Policja opublikowała wizerunek mężczyzny, który może mieć związek z postępowaniem dotyczącym znieważenia poprzez rozbicie pamiątkowej tablicy na murze Stoczni Gdańskiej. Tablica ta dotyczyła księdza Henryka Jankowskiego, kapelana Solidarności. To postać, która wciąż budzi olbrzymie emocje.
- 27 czerwca tuż przed godziną 16 policjanci odebrali zgłoszenie od mieszkańca Gdańska o zniszczeniu w okresie pomiędzy 13 a 27 czerwca tego roku jednej z pamiątkowych tablic rejonie Pomnika Poległych Stoczniowców. Policjanci w tej sprawie prowadzą czynności w kierunku artykułu 261 Kodeksu karnego, czyli znieważenia miejsca publicznego urządzonego w celu upamiętnienia zdarzenia historycznego lub osoby – przypomina starszy aspirant Karina Kamińska z Komendy Miejskiej Policji w Gdańsku.
Policjanci zabezpieczyli dowody – w tym nagrania monitoringu z okolicy. Na jednym z nich zauważyli wizerunek mężczyzny, który może mieć związek ze zniszczeniem tablicy. Udało im się także ustalić, że do dewastacji doszło prawdopodobnie 19 czerwca po godzinie 23.
- Szukamy mężczyzny w wieku około 30-40 lat, który ma około 180 cm wzrostu, długie włosy, brodę i wąsy. Mężczyzna ubrany był w granatową koszulkę z napisem oraz w szorty koloru czarnego i trampki – opisuje policjantka. Apeluje również, by osoby, które znają tożsamość mężczyzny, zwróciły się do Komisariatu Policji II w Gdańsku przy ul. Długa Grobla w Gdańsku.
Prezydent Gdańska: naprawimy tablicę
Tablica upamiętniająca ks.
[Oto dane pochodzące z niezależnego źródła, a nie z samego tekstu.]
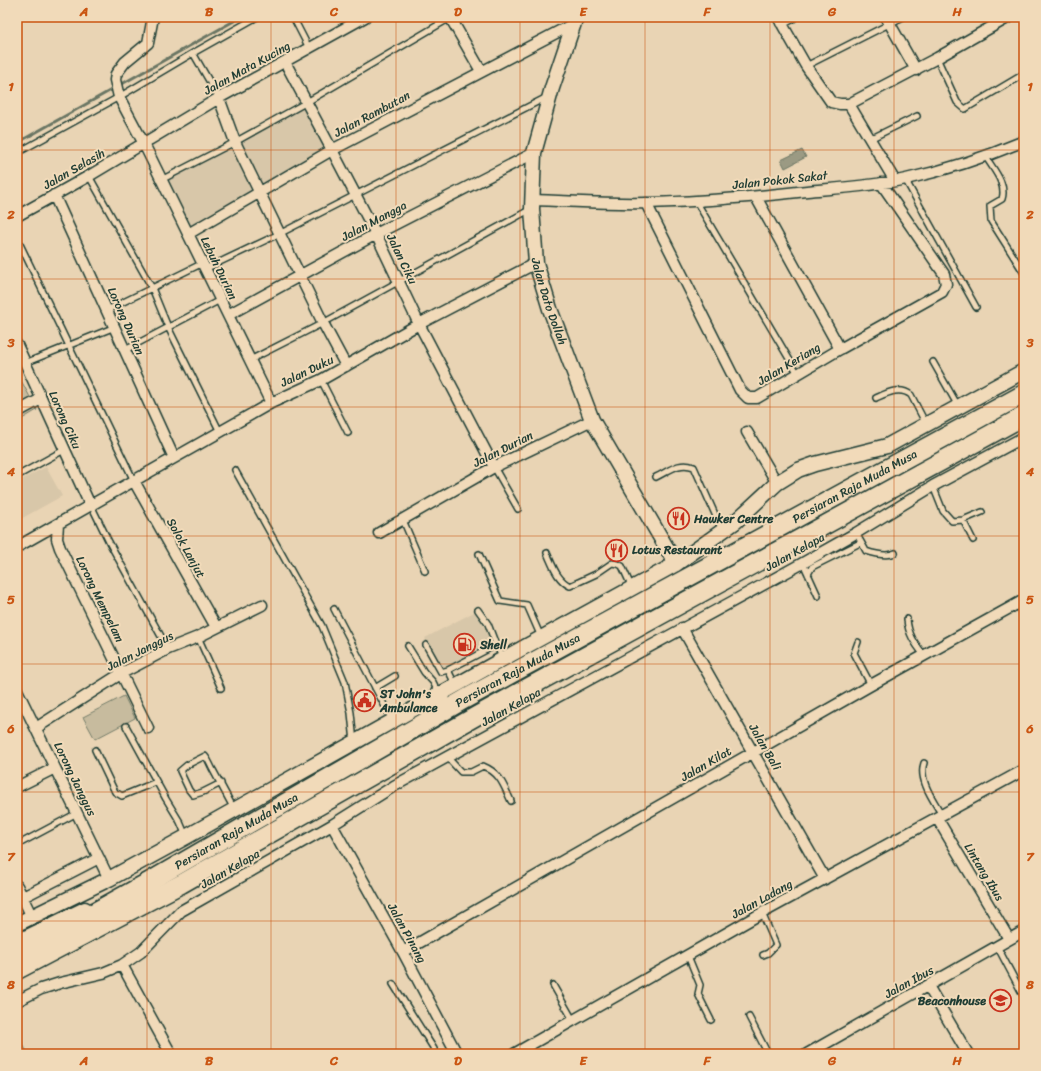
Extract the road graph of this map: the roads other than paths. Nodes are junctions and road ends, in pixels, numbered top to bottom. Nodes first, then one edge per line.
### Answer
1 (153, 17) edge
2 (257, 17) edge
3 (293, 17) edge
4 (364, 17) edge
5 (465, 17) edge
6 (792, 17) edge
7 (903, 17) edge
8 (1009, 17) edge
9 (451, 19) edge
10 (779, 20) edge
11 (574, 21) edge
12 (888, 21) edge
13 (994, 21) edge
14 (309, 48) junction
15 (194, 53) junction
16 (937, 58) junction
17 (285, 62) junction
18 (806, 66) junction
19 (916, 70) junction
20 (482, 71) junction
21 (1024, 74) edge
22 (117, 89) junction
23 (550, 95) junction
24 (219, 98) junction
25 (307, 102) junction
26 (849, 104) junction
27 (917, 116) dead end
28 (870, 139) junction
29 (1024, 141) edge
30 (235, 142) junction
31 (144, 144) junction
32 (332, 150) junction
33 (17, 153) edge
34 (534, 153) junction
35 (986, 157) junction
36 (89, 176) junction
37 (162, 180) junction
38 (900, 180) junction
39 (881, 183) junction
40 (260, 193) junction
41 (54, 195) junction
42 (355, 195) junction
43 (756, 197) junction
44 (696, 201) junction
45 (646, 203) junction
46 (532, 205) junction
47 (17, 216) edge
48 (188, 234) junction
49 (279, 234) junction
50 (376, 234) junction
51 (17, 238) edge
52 (536, 263) junction
53 (204, 266) junction
54 (1024, 273) edge
55 (300, 276) junction
56 (398, 281) junction
57 (152, 288) junction
58 (220, 300) junction
59 (976, 307) dead end
60 (107, 310) junction
61 (228, 315) junction
62 (322, 323) junction
63 (419, 324) junction
64 (114, 327) junction
65 (168, 328) junction
66 (17, 345) edge
67 (69, 345) junction
68 (840, 349) junction
69 (125, 350) junction
70 (250, 360) junction
71 (933, 362) dead end
72 (25, 363) junction
73 (346, 366) junction
74 (1024, 371) edge
75 (798, 374) junction
76 (322, 380) junction
77 (1024, 394) edge
78 (876, 398) dead end
79 (41, 399) junction
80 (271, 403) junction
81 (958, 406) junction
82 (17, 412) edge
83 (1024, 416) edge
84 (592, 420) junction
85 (927, 425) junction
86 (220, 432) junction
87 (747, 432) dead end
88 (348, 433) dead end
89 (1024, 437) edge
90 (64, 450) junction
91 (174, 458) junction
92 (494, 467) junction
93 (235, 470) dead end
94 (17, 476) edge
95 (656, 477) dead end
96 (134, 481) junction
97 (777, 483) junction
98 (933, 486) junction
99 (90, 505) junction
100 (518, 509) dead end
101 (982, 512) dead end
102 (402, 520) junction
103 (963, 520) junction
104 (58, 524) junction
105 (723, 530) junction
106 (379, 533) dead end
107 (856, 533) junction
108 (973, 540) dead end
109 (860, 543) junction
110 (17, 547) edge
111 (547, 553) dead end
112 (895, 553) dead end
113 (479, 554) dead end
114 (803, 563) junction
115 (676, 564) junction
116 (425, 571) dead end
117 (808, 574) junction
118 (632, 589) junction
119 (818, 596) dead end
120 (1024, 600) edge
121 (262, 605) dead end
122 (334, 609) dead end
123 (478, 610) dead end
124 (907, 619) dead end
125 (216, 627) junction
126 (682, 628) junction
127 (198, 637) junction
128 (542, 638) junction
129 (858, 642) dead end
130 (426, 645) dead end
131 (496, 645) junction
132 (408, 646) dead end
133 (168, 649) junction
134 (924, 655) junction
135 (503, 659) junction
136 (448, 670) junction
137 (122, 673) junction
138 (395, 676) dead end
139 (455, 685) junction
140 (871, 685) junction
141 (221, 688) dead end
142 (374, 688) junction
143 (17, 690) edge
144 (439, 695) junction
145 (440, 713) junction
146 (393, 721) junction
147 (126, 726) dead end
148 (36, 728) junction
149 (148, 728) dead end
150 (354, 743) junction
151 (95, 750) dead end
152 (753, 752) junction
153 (447, 757) junction
154 (924, 763) dead end
155 (55, 768) junction
156 (1024, 770) edge
157 (156, 782) junction
158 (221, 783) junction
159 (17, 787) edge
160 (510, 801) dead end
161 (234, 810) junction
162 (77, 813) junction
163 (940, 817) junction
164 (332, 826) junction
165 (186, 837) junction
166 (17, 845) edge
167 (99, 858) junction
168 (109, 879) junction
169 (825, 879) junction
170 (152, 880) junction
171 (182, 884) junction
172 (17, 886) edge
173 (22, 897) junction
174 (762, 913) junction
175 (32, 917) junction
176 (17, 924) edge
177 (1024, 931) edge
178 (1009, 940) junction
179 (17, 942) edge
180 (997, 946) junction
181 (403, 952) junction
182 (17, 955) edge
183 (763, 955) dead end
184 (688, 956) junction
185 (122, 965) junction
186 (17, 970) edge
187 (17, 982) edge
188 (393, 984) dead end
189 (553, 985) dead end
190 (928, 986) junction
191 (1023, 995) dead end
192 (17, 1001) edge
193 (749, 1017) dead end
194 (573, 1020) junction
195 (711, 1020) dead end
196 (171, 1054) edge
197 (436, 1054) edge
198 (457, 1054) edge
199 (514, 1054) edge
200 (768, 1054) edge
201 (807, 1054) edge
202 (968, 1054) edge

1 - 22 street
2 - 15 lane
3 - 14 lane
4 - 14 street, Jalan Mata Kucing
5 - 9 lane
6 - 10 street
7 - 12 lane
8 - 13 street
9 - 20 street
9 - 25 lane
10 - 18 street
11 - 20 street, Jalan Rambutan
11 - 23 street, Jalan Dato Dollah
12 - 18 lane
12 - 19 street
13 - 16 street
14 - 17 street, Jalan Mata Kucing
15 - 22 lane
15 - 24 lane
16 - 19 street
16 - 21 lane
17 - 24 street, Jalan Mata Kucing
17 - 25 street, Jalan Ciku
18 - 26 street
19 - 26 street
20 - 32 street, Jalan Rambutan
22 - 31 street, Lebuh Durian
22 - 33 lane
23 - 34 street, Jalan Dato Dollah
23 - 42 lane
24 - 30 street
24 - 31 street, Jalan Mata Kucing
25 - 30 lane
25 - 32 street, Jalan Ciku
26 - 28 street
27 - 28 lane
28 - 38 street
29 - 35 street, Jalan Pokok Sakat
30 - 37 lane
30 - 40 street
31 - 36 street, Jalan Selasih
31 - 37 street, Lebuh Durian
32 - 40 street, Jalan Rambutan
32 - 42 street, Jalan Ciku
34 - 46 street, Jalan Dato Dollah
34 - 50 street, Jalan Mangga
35 - 38 street, Jalan Pokok Sakat
35 - 54 lane
36 - 41 street, Jalan Selasih
36 - 57 lane
37 - 48 street, Lebuh Durian
38 - 39 street, Jalan Pokok Sakat
38 - 59 lane
39 - 43 street, Jalan Pokok Sakat
39 - 68 street
40 - 48 street, Jalan Rambutan
40 - 49 street
41 - 47 street, Jalan Selasih
41 - 60 street, Lorong Durian
42 - 49 lane
42 - 50 street, Jalan Ciku
43 - 44 street, Jalan Pokok Sakat
43 - 68 street, Jalan Keriang
44 - 45 street, Jalan Pokok Sakat
44 - 75 lane
45 - 46 street, Jalan Pokok Sakat
45 - 75 street, Jalan Keriang
46 - 52 street, Jalan Dato Dollah
46 - 56 lane
48 - 53 street, Lebuh Durian
49 - 53 lane
49 - 55 street
50 - 55 street, Jalan Mangga
50 - 56 street, Jalan Ciku
51 - 67 lane
52 - 63 street, Jalan Duku
52 - 84 street, Jalan Dato Dollah
53 - 57 lane
53 - 58 street, Lebuh Durian
55 - 61 street, Jalan Mangga
55 - 62 street
56 - 62 lane
56 - 63 street, Jalan Ciku
57 - 60 lane
57 - 65 lane
58 - 61 street, Lebuh Durian
58 - 65 lane
60 - 64 street, Lorong Durian
61 - 70 street, Lebuh Durian
62 - 70 lane
62 - 73 street
63 - 73 street, Jalan Duku
63 - 92 street, Jalan Ciku
64 - 67 lane
64 - 69 street, Lorong Durian
65 - 69 lane
65 - 86 lane
66 - 72 street, Lorong Ciku
67 - 72 lane
67 - 96 lane
68 - 75 street, Jalan Keriang
69 - 91 street, Lorong Durian
70 - 80 street, Lebuh Durian
71 - 81 lane
72 - 79 street, Lorong Ciku
73 - 76 street, Jalan Duku
74 - 81 street
76 - 80 street, Jalan Duku
76 - 88 lane
77 - 145 highway, Persiaran Raja Muda Musa
78 - 85 lane
79 - 82 street
79 - 90 street, Lorong Ciku
80 - 86 street, Jalan Duku
81 - 85 street
83 - 171 highway, Persiaran Raja Muda Musa
84 - 92 street, Jalan Durian
84 - 115 street, Jalan Dato Dollah
85 - 97 street
86 - 91 street, Jalan Duku
87 - 97 street
89 - 98 street, Jalan Kelapa
90 - 94 lane
90 - 99 street, Lorong Ciku
91 - 96 street, Jalan Duku
92 - 100 lane
92 - 102 street, Jalan Durian
93 - 150 lane
95 - 105 lane
96 - 99 street, Jalan Duku
96 - 125 street, Solok Lanjut
97 - 105 street
98 - 103 lane
98 - 107 street, Jalan Kelapa
99 - 104 street, Jalan Duku
99 - 133 lane, Lorong Ciku
101 - 103 lane
102 - 106 street, Jalan Durian
102 - 116 lane
103 - 108 lane
104 - 110 street, Jalan Duku
104 - 137 street, Lorong Mempelam
105 - 115 street
107 - 109 lane
107 - 114 street, Jalan Kelapa
109 - 112 lane
109 - 117 lane
111 - 118 lane
113 - 128 lane
114 - 117 lane
114 - 126 street, Jalan Kelapa
115 - 118 street
117 - 119 lane
118 - 128 street
120 - 134 street, Jalan Kilat
121 - 125 street, Jalan Janggus
122 - 142 lane
123 - 131 lane
124 - 134 lane
125 - 127 street, Jalan Janggus
126 - 152 street, Jalan Bali
126 - 153 street, Jalan Kelapa
127 - 133 street, Jalan Janggus
127 - 141 lane
128 - 135 street
129 - 140 lane
130 - 136 lane
131 - 135 lane
131 - 136 lane
132 - 144 lane
133 - 137 street, Jalan Janggus
134 - 140 street, Jalan Kilat
135 - 139 street
136 - 139 lane
137 - 148 street, Jalan Janggus
137 - 149 street, Lorong Mempelam
138 - 142 lane
139 - 144 street
140 - 152 street, Jalan Kilat
142 - 146 lane
143 - 148 street, Lorong Janggus
144 - 145 highway
144 - 146 street
145 - 170 highway, Persiaran Raja Muda Musa
146 - 150 street
147 - 157 lane
148 - 155 street, Lorong Janggus
150 - 161 street
151 - 157 lane
152 - 169 street, Jalan Bali
152 - 181 street, Jalan Kilat
153 - 160 lane
153 - 164 street, Jalan Kelapa
154 - 163 lane
155 - 159 street
155 - 162 street, Lorong Janggus
156 - 163 street, Jalan Ladang
157 - 165 lane
158 - 158 lane
158 - 161 lane
161 - 165 street
162 - 166 lane
162 - 167 street, Lorong Janggus
163 - 169 street, Jalan Ladang
163 - 178 street, Lintang Ibus
164 - 181 street, Jalan Pinang
164 - 185 street, Jalan Kelapa
165 - 168 street
167 - 168 street, Lorong Janggus
167 - 173 street
168 - 175 street
169 - 174 street, Jalan Ladang
170 - 179 street
170 - 182 highway, Persiaran Raja Muda Musa
171 - 186 highway, Persiaran Raja Muda Musa
171 - 187 highway
172 - 173 street
173 - 175 street
174 - 183 lane
174 - 184 street, Jalan Ladang
175 - 176 street
177 - 178 street, Jalan Ibus
178 - 180 street, Jalan Ibus
180 - 190 street, Jalan Ibus
180 - 191 lane
181 - 198 street, Jalan Pinang
184 - 194 street, Jalan Ladang
184 - 195 lane
185 - 192 street, Jalan Kelapa
185 - 196 street
188 - 197 lane
189 - 194 lane
190 - 201 street, Jalan Ibus
190 - 202 street
193 - 200 lane
194 - 199 street, Jalan Ladang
Henryka Jankowskiego wisiała na murze przy placu Solidarności, na którym stoi pomnik Poległych Stoczniowców. Była jedną z kilkudziesięciu płyt upamiętniających postacie, które w szczególny sposób włączyły się w działalność opozycji sprzed 1989 roku. Powieszono ją w 2010 roku.
"Solidarność" Stoczni Gdańskiej zwróciła się z prośbą o naprawienie zdewastowanej tablicy do prezydent Aleksandry Dulkiewicz. Władze miasta przychyliły się do tej prośby - Daniel Stenzel, rzecznik prezydent Gdańska Aleksandry Dulkiewicz, potwierdził, że tablica poświęcona ks. Jankowskiemu wróci na miejsce do rocznicy podpisania porozumień sierpniowych, czyli do 31 sierpnia 2020 roku.
- W tym roku obchodzimy 40. rocznicę i trudno sobie wyobrazić, żeby to miejsce pamięci nawet w najmniejszym stopniu było zdewastowane, stąd decyzja pani prezydent, żeby ta tablica została zamontowana - tłumaczy Stenzel.
Osoby, które rozpoznają mężczyznę lub mają informacje o jego miejscu pobytu, proszone są o kontakt z funkcjonariuszami z Komisariatu Policji II w Gdańsku przy ul. Długa Grobla 4 tel.: 47 74-13-422 lub nr alarmowy 112. Z policjantami można skontaktować się również za pośrednictwem poczty elektronicznej, pisząc na adres: komendant.kp2@gd.policja.gov.pl. Policjanci zapewniają anonimowość, a każda przekazana informacja zostanie przez nich sprawdzona.
Oskarżenia pośmiertne
Ksiądz prałat Henryk Jankowski – wieloletni proboszcz parafii św. Brygidy w Gdańsku – zmarł w 2010 roku. Był blisko związany z ruchem Solidarności i z opozycją antykomunistyczną w PRL – nazywany był kapelanem Solidarności.
W grudniu 2018 roku w "Dużym Formacie", magazynie "Gazety Wyborczej", opublikowano reportaż "Sekret Świętej Brygidy. Dlaczego Kościół przez lata pozwalał księdzu Jankowskiemu wykorzystywać dzieci?", w którym prałat został oskarżony m.in. o seksualną przemoc wobec nieletnich. W efekcie doniesień prasowych odbyły się protesty przeciwko upamiętnianiu duchownego.
Zdewastowano wówczas jego pomnik stojący przy kościele św. Brygidy, który ostatecznie został usunięty. Z kolei radni Gdańska zdecydowali się odebrać prałatowi tytuł honorowego obywatela miasta, a nazwę skweru zmienili na Gyddanyzc.